5G networks play a decisive role in handling these large data volumes, because in contrast to 3G and 4G/LTE wireless networks, 5G was designed specifically for the characteristics and performance requirements of M2M communications. The network offers a much higher transmission rate of 20, rather than 1, Gbit/s. Moreover, latency—the time between a query and receipt of the response—was reduced from ten milliseconds to one. What that means is that data is transmitted almost in real time. For technical applications such as the remote control of robots or automated driving functions, that is a critical factor as high-performance, real-time connectivity in a networked system enables the implementation of new functions.

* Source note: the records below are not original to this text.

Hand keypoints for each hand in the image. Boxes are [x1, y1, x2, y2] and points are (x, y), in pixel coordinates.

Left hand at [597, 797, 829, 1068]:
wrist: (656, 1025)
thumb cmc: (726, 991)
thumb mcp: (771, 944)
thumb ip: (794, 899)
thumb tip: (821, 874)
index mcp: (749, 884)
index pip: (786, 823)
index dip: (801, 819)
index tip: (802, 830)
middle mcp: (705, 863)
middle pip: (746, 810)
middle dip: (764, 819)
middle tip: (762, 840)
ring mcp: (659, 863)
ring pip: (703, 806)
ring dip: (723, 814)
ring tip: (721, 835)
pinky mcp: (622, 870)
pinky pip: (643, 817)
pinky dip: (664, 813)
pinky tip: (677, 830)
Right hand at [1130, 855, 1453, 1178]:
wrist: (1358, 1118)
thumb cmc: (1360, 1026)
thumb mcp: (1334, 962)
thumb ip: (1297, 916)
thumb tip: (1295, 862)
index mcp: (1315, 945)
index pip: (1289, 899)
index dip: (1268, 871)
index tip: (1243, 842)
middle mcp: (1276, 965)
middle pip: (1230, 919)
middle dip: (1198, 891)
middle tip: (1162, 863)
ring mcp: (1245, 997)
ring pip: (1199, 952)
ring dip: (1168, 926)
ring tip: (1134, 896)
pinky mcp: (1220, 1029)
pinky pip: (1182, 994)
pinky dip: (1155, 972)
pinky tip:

However, the theoretical time gains of the 5G network would be decimated in a conventional network topology with a centralized data center due to the excessively long transmission distances to the transmitter towers. To achieve minimal latency, therefore, the 5G network envisions a decentralized solution in which each transmission station has its own computer that receives, processes and independently retransmits data. There are countless individual mini data clouds known as cloudlets. This approach is also referred to as mobile edge computing, as the cloud and computer are at the edge, so to speak, of the mobile network. Furthermore, the machines in the 5G network can communicate directly with each other and without the detour via the transmission station. This can minimize transmission times even further.
Another advantage: Compared with 4G, 5G can also serve a larger number of end devices per network cell. The network prioritizes the applications and adjusts the transmission—if necessary—to the load situation. The data for time-critical applications is conducted through the network faster than other data, such as the video streams of private users.
For safety reasons, automated driving functions must naturally be designed in such a way that all eventualities that may arise during the drive can be recognized and safely handled entirely with the vehicle’s own assistance systems. That applies in equal measure on highways, rural roads, and urban roads. In borderline situations such as poor visibility or complicated traffic situations, additional information drawn from the exchange of data with the infrastructure or other vehicles—what is known as C2X communication—can substantially enhance the control accuracy of the onboard systems.
Taking the complete route into account
“Currently, the sensor technology on the vehicle only covers a range of a maximum of 300 meters around it. Using the sensor data from other vehicles and the infrastructure, information from all along the entire route can be taken into account,” explains Jaime Arveras, responsible for Connected Car functionality at Porsche Engineering. “Driving maneuvers can be much more effectively adapted to requirements and hazard situations detected at an early stage.” This, in turn, opens up entirely new possibilities for driver assistance systems. Turn assistance systems, for example, can, with the aid of a C2X connection, detect even before the turn that pedestrians are on the road after the turn-off or that the route is blocked by an accident.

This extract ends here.